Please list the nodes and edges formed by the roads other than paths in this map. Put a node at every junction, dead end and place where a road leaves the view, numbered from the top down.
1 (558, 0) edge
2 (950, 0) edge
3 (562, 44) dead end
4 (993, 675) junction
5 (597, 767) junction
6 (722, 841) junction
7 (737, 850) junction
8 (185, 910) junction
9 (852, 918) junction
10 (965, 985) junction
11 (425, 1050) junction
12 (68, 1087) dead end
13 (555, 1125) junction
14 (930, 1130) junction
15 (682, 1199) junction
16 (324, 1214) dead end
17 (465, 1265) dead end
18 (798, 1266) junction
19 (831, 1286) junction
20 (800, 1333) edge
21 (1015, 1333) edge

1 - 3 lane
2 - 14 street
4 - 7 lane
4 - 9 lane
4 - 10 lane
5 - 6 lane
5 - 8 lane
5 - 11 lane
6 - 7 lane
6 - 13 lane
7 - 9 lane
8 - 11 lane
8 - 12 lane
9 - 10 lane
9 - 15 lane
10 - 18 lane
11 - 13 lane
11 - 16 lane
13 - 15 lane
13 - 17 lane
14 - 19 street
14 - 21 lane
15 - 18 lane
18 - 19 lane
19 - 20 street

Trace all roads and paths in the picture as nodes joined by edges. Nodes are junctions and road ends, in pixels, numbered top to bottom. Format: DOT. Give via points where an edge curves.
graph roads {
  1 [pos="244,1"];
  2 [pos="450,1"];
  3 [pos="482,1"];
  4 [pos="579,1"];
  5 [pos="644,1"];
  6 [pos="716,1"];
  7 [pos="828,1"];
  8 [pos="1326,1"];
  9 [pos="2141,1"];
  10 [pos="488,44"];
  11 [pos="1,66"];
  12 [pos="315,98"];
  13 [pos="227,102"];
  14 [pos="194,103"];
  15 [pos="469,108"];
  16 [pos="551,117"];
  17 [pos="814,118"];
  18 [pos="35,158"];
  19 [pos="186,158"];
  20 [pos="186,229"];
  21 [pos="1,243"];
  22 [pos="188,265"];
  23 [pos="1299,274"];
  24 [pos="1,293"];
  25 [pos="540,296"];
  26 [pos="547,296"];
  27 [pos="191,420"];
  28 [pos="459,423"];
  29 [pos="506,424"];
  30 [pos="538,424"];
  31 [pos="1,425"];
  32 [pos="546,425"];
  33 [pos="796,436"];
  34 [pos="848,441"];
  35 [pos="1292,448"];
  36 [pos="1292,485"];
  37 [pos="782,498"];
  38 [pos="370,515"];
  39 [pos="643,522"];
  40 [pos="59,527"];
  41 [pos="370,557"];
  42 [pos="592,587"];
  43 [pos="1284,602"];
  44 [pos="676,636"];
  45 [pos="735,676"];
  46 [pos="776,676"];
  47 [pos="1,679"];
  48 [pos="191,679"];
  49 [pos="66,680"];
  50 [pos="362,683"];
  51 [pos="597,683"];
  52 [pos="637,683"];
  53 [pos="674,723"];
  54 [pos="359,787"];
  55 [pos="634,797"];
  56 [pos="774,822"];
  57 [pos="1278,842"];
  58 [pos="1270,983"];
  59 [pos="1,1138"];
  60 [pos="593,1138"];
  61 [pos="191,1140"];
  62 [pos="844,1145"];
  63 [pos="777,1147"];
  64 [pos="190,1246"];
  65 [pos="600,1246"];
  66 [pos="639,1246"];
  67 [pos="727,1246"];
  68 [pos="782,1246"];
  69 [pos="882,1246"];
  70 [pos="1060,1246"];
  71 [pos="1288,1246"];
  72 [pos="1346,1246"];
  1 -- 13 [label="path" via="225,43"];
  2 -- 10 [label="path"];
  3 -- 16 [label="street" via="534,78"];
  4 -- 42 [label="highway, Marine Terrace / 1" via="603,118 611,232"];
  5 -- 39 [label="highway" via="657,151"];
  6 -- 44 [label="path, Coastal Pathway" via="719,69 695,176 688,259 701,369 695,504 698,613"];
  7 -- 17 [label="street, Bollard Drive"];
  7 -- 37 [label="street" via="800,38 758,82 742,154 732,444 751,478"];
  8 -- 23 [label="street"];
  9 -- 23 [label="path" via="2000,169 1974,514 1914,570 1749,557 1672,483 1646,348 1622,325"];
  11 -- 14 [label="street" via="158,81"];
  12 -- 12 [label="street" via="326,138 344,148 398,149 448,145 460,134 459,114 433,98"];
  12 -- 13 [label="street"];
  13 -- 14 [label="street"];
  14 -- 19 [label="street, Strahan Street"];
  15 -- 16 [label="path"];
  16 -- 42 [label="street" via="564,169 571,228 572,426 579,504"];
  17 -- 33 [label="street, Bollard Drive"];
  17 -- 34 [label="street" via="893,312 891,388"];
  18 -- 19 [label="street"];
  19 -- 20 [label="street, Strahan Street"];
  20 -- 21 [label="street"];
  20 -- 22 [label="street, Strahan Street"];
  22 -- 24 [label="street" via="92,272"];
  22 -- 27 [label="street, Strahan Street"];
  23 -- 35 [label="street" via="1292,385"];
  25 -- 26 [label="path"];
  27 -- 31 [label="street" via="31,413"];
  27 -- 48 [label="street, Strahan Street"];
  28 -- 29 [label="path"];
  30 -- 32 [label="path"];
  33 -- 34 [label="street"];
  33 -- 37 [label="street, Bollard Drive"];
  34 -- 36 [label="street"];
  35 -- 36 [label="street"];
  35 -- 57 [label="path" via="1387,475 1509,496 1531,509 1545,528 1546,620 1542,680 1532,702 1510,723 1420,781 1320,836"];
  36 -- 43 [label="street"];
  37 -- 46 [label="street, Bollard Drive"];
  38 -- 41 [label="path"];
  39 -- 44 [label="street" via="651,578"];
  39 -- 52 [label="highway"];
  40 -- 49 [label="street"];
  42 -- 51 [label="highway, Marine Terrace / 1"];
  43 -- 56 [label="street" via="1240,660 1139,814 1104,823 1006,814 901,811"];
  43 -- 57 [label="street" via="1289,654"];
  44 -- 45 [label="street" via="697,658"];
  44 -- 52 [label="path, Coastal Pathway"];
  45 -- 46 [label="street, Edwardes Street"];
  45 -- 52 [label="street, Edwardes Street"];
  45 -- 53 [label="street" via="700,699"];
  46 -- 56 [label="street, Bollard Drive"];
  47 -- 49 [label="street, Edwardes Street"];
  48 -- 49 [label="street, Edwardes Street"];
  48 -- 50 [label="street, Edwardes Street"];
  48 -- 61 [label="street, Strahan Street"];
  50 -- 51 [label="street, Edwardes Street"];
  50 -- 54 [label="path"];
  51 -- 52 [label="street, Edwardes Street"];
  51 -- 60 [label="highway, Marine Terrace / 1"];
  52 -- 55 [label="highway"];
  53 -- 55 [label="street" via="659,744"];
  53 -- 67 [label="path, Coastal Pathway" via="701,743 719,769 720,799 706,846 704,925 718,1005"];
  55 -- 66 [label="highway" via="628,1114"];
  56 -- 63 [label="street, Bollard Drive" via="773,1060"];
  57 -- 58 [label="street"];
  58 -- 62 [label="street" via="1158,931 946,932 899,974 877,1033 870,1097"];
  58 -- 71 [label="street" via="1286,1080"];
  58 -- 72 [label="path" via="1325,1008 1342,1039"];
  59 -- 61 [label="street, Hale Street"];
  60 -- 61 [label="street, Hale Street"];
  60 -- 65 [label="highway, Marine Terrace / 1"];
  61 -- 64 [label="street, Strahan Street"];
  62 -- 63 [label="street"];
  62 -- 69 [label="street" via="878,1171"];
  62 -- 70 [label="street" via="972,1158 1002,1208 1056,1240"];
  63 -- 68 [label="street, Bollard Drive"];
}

—————

What needs to be done — Within the listing above, find every line containing the string "Coastal" and return it.

Task result —
  6 -- 44 [label="path, Coastal Pathway" via="719,69 695,176 688,259 701,369 695,504 698,613"];
  44 -- 52 [label="path, Coastal Pathway"];
  53 -- 67 [label="path, Coastal Pathway" via="701,743 719,769 720,799 706,846 704,925 718,1005"];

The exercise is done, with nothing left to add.